#### Dataset records:
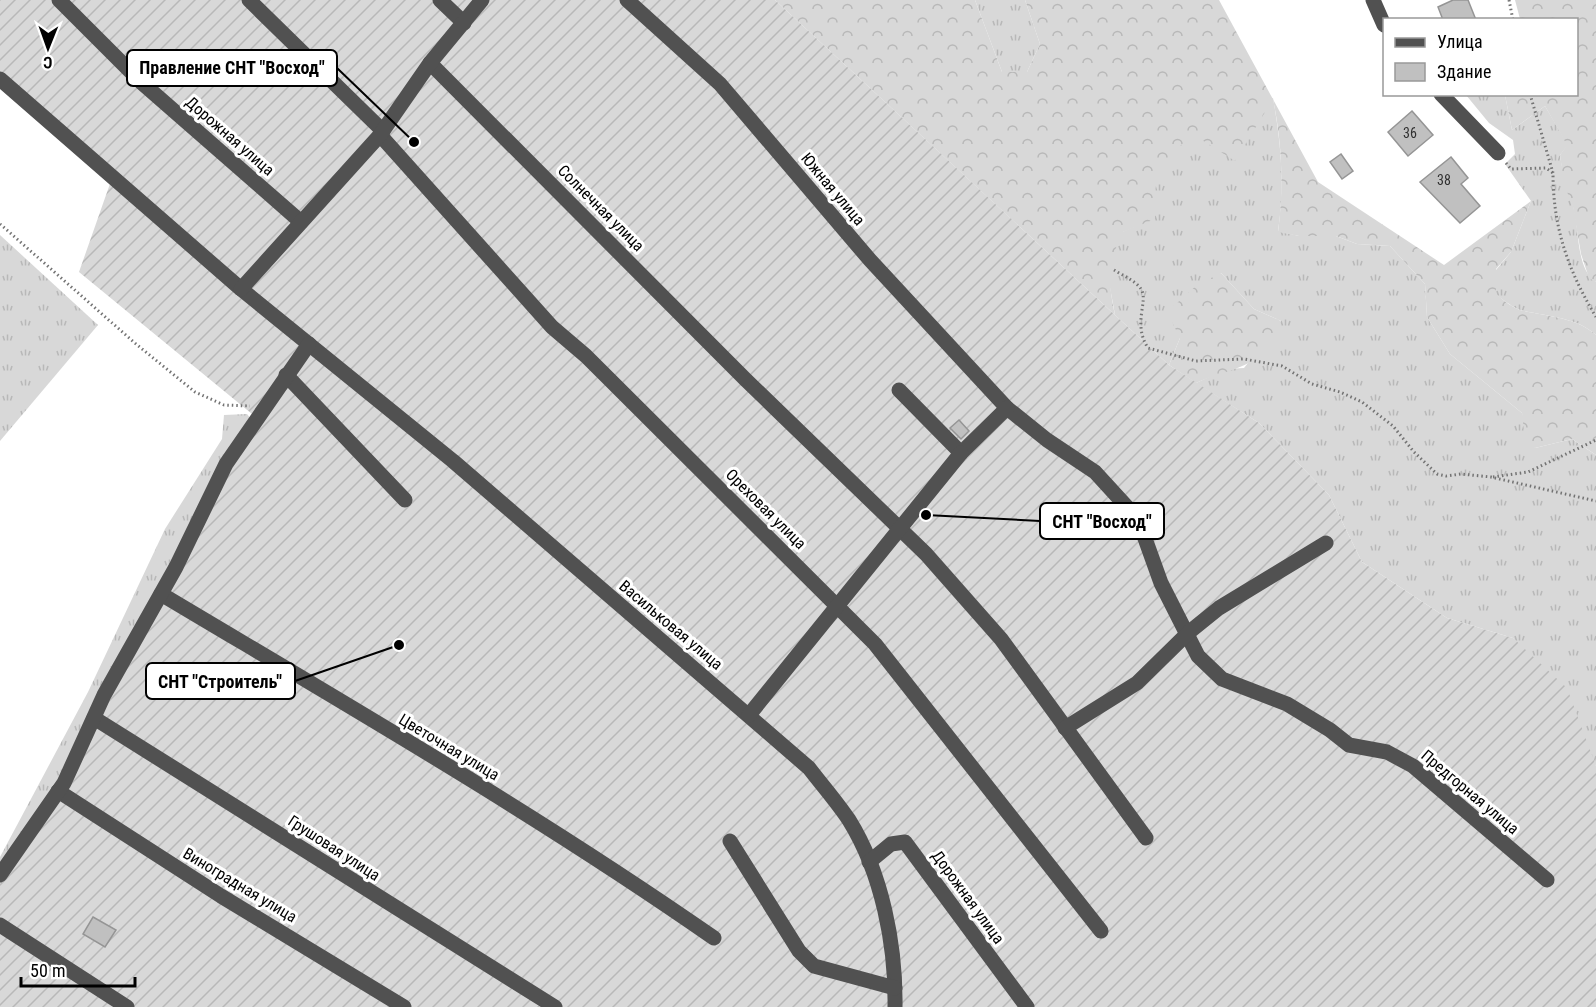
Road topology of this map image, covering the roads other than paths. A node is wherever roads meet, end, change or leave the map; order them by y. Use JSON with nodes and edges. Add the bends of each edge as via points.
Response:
{"nodes":[{"id":1,"x":59,"y":0,"type":"edge"},
{"id":2,"x":249,"y":0,"type":"edge"},
{"id":3,"x":440,"y":0,"type":"edge"},
{"id":4,"x":482,"y":0,"type":"edge"},
{"id":5,"x":627,"y":0,"type":"edge"},
{"id":6,"x":1373,"y":0,"type":"edge"},
{"id":7,"x":464,"y":23,"type":"junction"},
{"id":8,"x":1383,"y":23,"type":"edge"},
{"id":9,"x":430,"y":63,"type":"junction"},
{"id":10,"x":0,"y":79,"type":"edge"},
{"id":11,"x":1443,"y":96,"type":"edge"},
{"id":12,"x":382,"y":133,"type":"junction"},
{"id":13,"x":1498,"y":153,"type":"road end"},
{"id":14,"x":301,"y":222,"type":"junction"},
{"id":15,"x":241,"y":289,"type":"junction"},
{"id":16,"x":309,"y":344,"type":"junction"},
{"id":17,"x":286,"y":375,"type":"junction"},
{"id":18,"x":898,"y":390,"type":"dead end"},
{"id":19,"x":1007,"y":408,"type":"junction"},
{"id":20,"x":961,"y":453,"type":"junction"},
{"id":21,"x":405,"y":500,"type":"dead end"},
{"id":22,"x":899,"y":527,"type":"junction"},
{"id":23,"x":1326,"y":543,"type":"dead end"},
{"id":24,"x":161,"y":594,"type":"junction"},
{"id":25,"x":839,"y":606,"type":"junction"},
{"id":26,"x":1188,"y":633,"type":"junction"},
{"id":27,"x":749,"y":715,"type":"junction"},
{"id":28,"x":94,"y":718,"type":"junction"},
{"id":29,"x":1065,"y":728,"type":"junction"},
{"id":30,"x":58,"y":791,"type":"junction"},
{"id":31,"x":1146,"y":838,"type":"dead end"},
{"id":32,"x":730,"y":841,"type":"dead end"},
{"id":33,"x":869,"y":862,"type":"junction"},
{"id":34,"x":0,"y":875,"type":"edge"},
{"id":35,"x":1547,"y":880,"type":"dead end"},
{"id":36,"x":0,"y":925,"type":"edge"},
{"id":37,"x":1101,"y":932,"type":"dead end"},
{"id":38,"x":714,"y":938,"type":"dead end"},
{"id":39,"x":895,"y":988,"type":"junction"},
{"id":40,"x":128,"y":1007,"type":"edge"},
{"id":41,"x":404,"y":1007,"type":"edge"},
{"id":42,"x":555,"y":1007,"type":"edge"},
{"id":43,"x":895,"y":1007,"type":"edge"},
{"id":44,"x":1027,"y":1007,"type":"edge"}],
"edges":[{"from":1,"to":14,"type":"street","name":"Дорожная улица","via":[[141,82]]},
{"from":2,"to":12,"type":"street","name":"Ореховая улица"},
{"from":3,"to":7,"type":"street"},
{"from":4,"to":7,"type":"street"},
{"from":5,"to":19,"type":"street","name":"Южная улица","via":[[720,84],[870,260]]},
{"from":6,"to":8,"type":"street"},
{"from":7,"to":9,"type":"street"},
{"from":9,"to":12,"type":"street"},
{"from":9,"to":22,"type":"street","name":"Солнечная улица","via":[[746,380]]},
{"from":10,"to":15,"type":"street","name":"Васильковая улица"},
{"from":11,"to":13,"type":"street"},
{"from":12,"to":14,"type":"street"},
{"from":12,"to":25,"type":"street","name":"Ореховая улица","via":[[552,327]]},
{"from":14,"to":15,"type":"street"},
{"from":15,"to":16,"type":"street","name":"Васильковая улица"},
{"from":16,"to":17,"type":"street"},
{"from":16,"to":27,"type":"street","name":"Васильковая улица","via":[[453,461]]},
{"from":17,"to":21,"type":"street"},
{"from":17,"to":24,"type":"street","via":[[226,464]]},
{"from":18,"to":20,"type":"street"},
{"from":19,"to":20,"type":"street"},
{"from":19,"to":26,"type":"street","name":"Предгорная улица","via":[[1095,472],[1138,519],[1161,583]]},
{"from":20,"to":22,"type":"street"},
{"from":22,"to":25,"type":"street"},
{"from":22,"to":29,"type":"street","name":"Солнечная улица","via":[[1001,639]]},
{"from":23,"to":26,"type":"street","via":[[1219,608]]},
{"from":24,"to":28,"type":"street"},
{"from":24,"to":38,"type":"street","name":"Цветочная улица","via":[[549,829]]},
{"from":25,"to":27,"type":"street"},
{"from":25,"to":37,"type":"street","name":"Ореховая улица","via":[[932,712]]},
{"from":26,"to":29,"type":"street","via":[[1137,683]]},
{"from":26,"to":35,"type":"street","name":"Предгорная улица","via":[[1197,656],[1222,679],[1287,704],[1349,745],[1386,752],[1413,766]]},
{"from":27,"to":33,"type":"street","name":"Васильковая улица","via":[[809,768],[849,820]]},
{"from":28,"to":30,"type":"street"},
{"from":28,"to":42,"type":"street","name":"Грушовая улица"},
{"from":29,"to":31,"type":"street","name":"Солнечная улица"},
{"from":30,"to":34,"type":"street"},
{"from":30,"to":41,"type":"street","name":"Виноградная улица"},
{"from":32,"to":39,"type":"street","via":[[800,951],[814,966]]},
{"from":33,"to":39,"type":"street","name":"Васильковая улица","via":[[886,918]]},
{"from":33,"to":44,"type":"street","name":"Дорожная улица","via":[[891,844],[905,842]]},
{"from":36,"to":40,"type":"street"},
{"from":39,"to":43,"type":"street","name":"Васильковая улица"}]}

#### Work order:
Check every line of the data above for the string "nodes", and copy those that have it.

#### Task output:
Road topology of this map image, covering the roads other than paths. A node is wherever roads meet, end, change or leave the map; order them by y. Use JSON with nodes and edges. Add the bends of each edge as via points.
{"nodes":[{"id":1,"x":59,"y":0,"type":"edge"},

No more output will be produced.